Assembly Majority Leader Louis Greenwald, D-Camden, said the section of the bill that Republicans say they’re alarmed about is boilerplate language used for years with general obligation bonds, supported and sometimes sponsored by Republicans – including Bramnick.

“That clause has never, ever, not once been enacted,” Greenwald said.

“The purpose of this bill is to avoid crippling tax increases to every corner of this state, devastating cuts to programs of our most vulnerable, which would very well lead to health care cost spikes,” he said.

Gov. Phil Murphy said “this notion of this notion of property taxes is kind of laughable” and that the goal is to avoid spikes in property taxes that might follow if the state balances its budget through spending cuts that would cut into school and municipal aid.

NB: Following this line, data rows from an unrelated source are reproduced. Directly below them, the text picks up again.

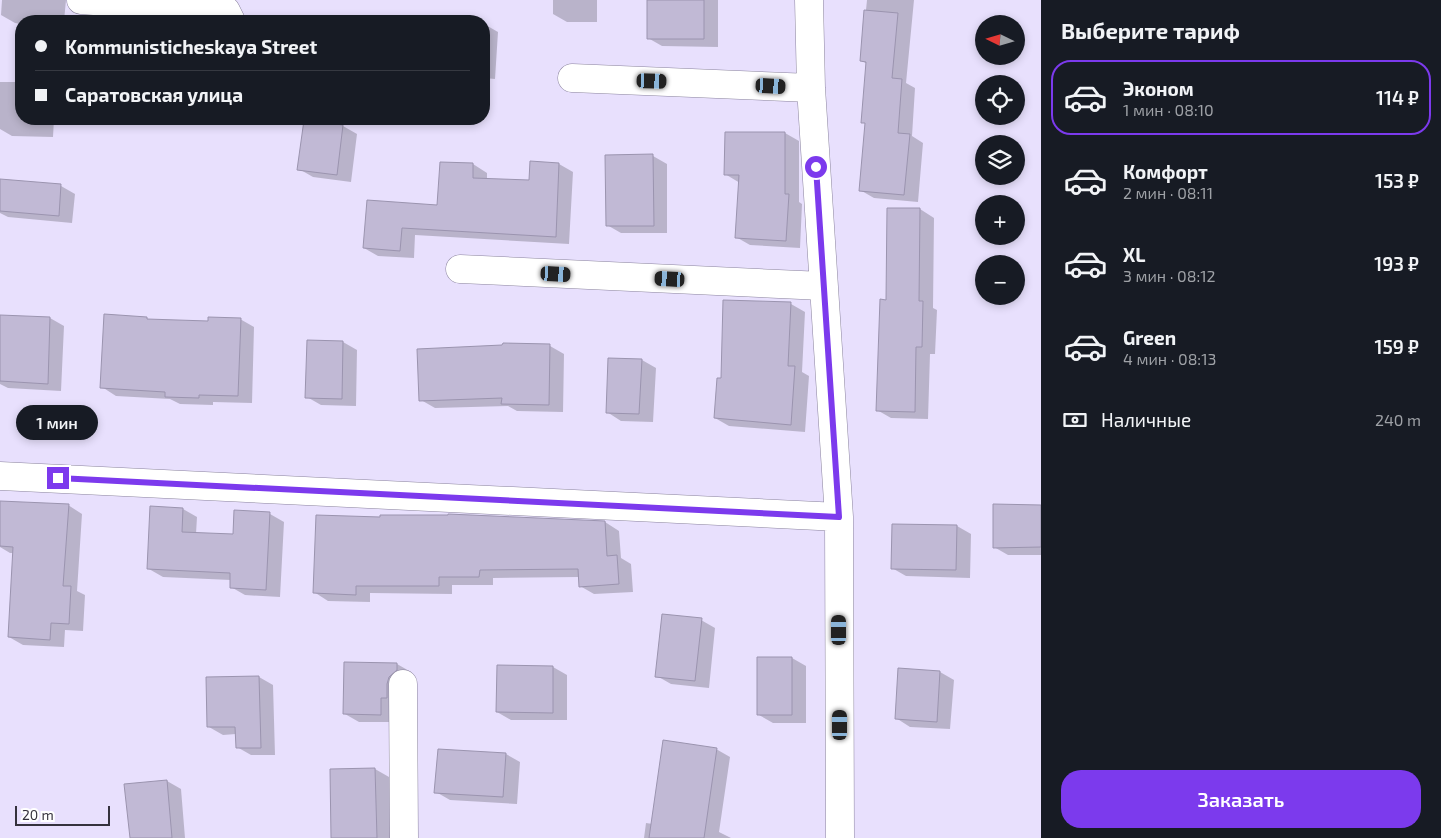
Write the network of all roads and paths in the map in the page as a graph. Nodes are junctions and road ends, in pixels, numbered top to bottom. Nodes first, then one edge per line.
1 (81, 0) edge
2 (809, 0) edge
3 (228, 15) edge
4 (572, 78) dead end
5 (811, 88) junction
6 (460, 270) dead end
7 (824, 286) junction
8 (0, 476) edge
9 (839, 517) junction
10 (402, 684) dead end
11 (404, 838) edge
12 (840, 838) edge

1 - 3 street
2 - 5 street
4 - 5 street
5 - 7 street
6 - 7 street
7 - 9 street
8 - 9 street
9 - 12 street
10 - 11 street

“Frankly, what would you do if you’re a municipality? You’d have no choice but to raise property taxes,” Murphy said. “This not only has nothing to do with raising property taxes, this is the one weapon we’ve got at our disposal to prevent that in fact from happening.”

The Assembly passed A4175 in a vote of 52-28 during a remote voting session conducted mostly by phone. The Senate has not yet scheduled a hearing on it. It is now before the Senate budget committee, which is likely to meet next Thursday.

The bill would allow up to $5 billion in general obligation bonds to be sold. It would also allow the state to borrow as much as $9.2 billion from the Federal Reserve. Smaller counties and municipalities that are not able to directed borrow from the Fed could do so through the state but would have to pay that back through their funds – presumably, from property taxes.

Republicans said that even if past general obligations haven’t resulted in a statewide property tax – which doesn’t currently exist – or sales tax increases, times are different due to the pandemic.

“In the highest taxed state in America, New Jersey Democrats found a way to pile on more,” said Republican Party state chairman Doug Steinhardt.

“Among the many, and I mean many, reckless and wrongheaded ideas that the Democrats have had in New Jersey over the last decade-plus, this is the most reckless and wrongheaded of them,” said Assemblyman Jay Webber, R-Morris.

“Historically we may not have had to use that paragraph, but in this case, how can we be sure that we won’t have to invoke it?” said Assemblywoman Serena DiMaso, R-Monmouth. “It seems with everything on its face value, we will have to in fact invoke that paragraph, and the only way then to do that would be to pass this $5 billion burden on to our taxpayers.”

“What we absolutely do not need is to take a four-month problem and turn it into a 35-year obligation,” said Assemblyman Brian Bergen, R-Morris.

Murphy said the borrowing would allow the state to “put back on the books a whole range of programs,” including property tax relief and education funding, that it won’t otherwise be able to provide.

Democrats said the solution to the revenue shortfall – projected at $2.7 billion in the current budget and $7.2 billion in the upcoming one – needs to be a mix of spending cuts and borrowing.

Murphy wants to de-appropriate $1.2 billion that had been approved in the current budget and plans to withdraw $850 million in planned spending increases in his proposed 2021 budget. Another $3 billion in spending is being deferred at least until October.

“Cuts alone cannot solve this crisis,” said Assemblywoman Eliana Pintor Marin, D-Essex. “If we eliminated all of the executive branch direct services, as well as the entire legislative and judiciary budget, it would save less than $5 billion.”

“Should this bonding package go together at some point, which it likely will, this does not return us to pre-pandemic budget circumstances and numbers. The pain is going to be great, and it’s going to be considerable,” said Assemblyman John Burzichelli, D-Gloucester.

“I don’t want to sound like 'Game of Thrones,' but winter is coming,” said Assemblyman John McKeon, D-Essex. “And for this state, winter is October.”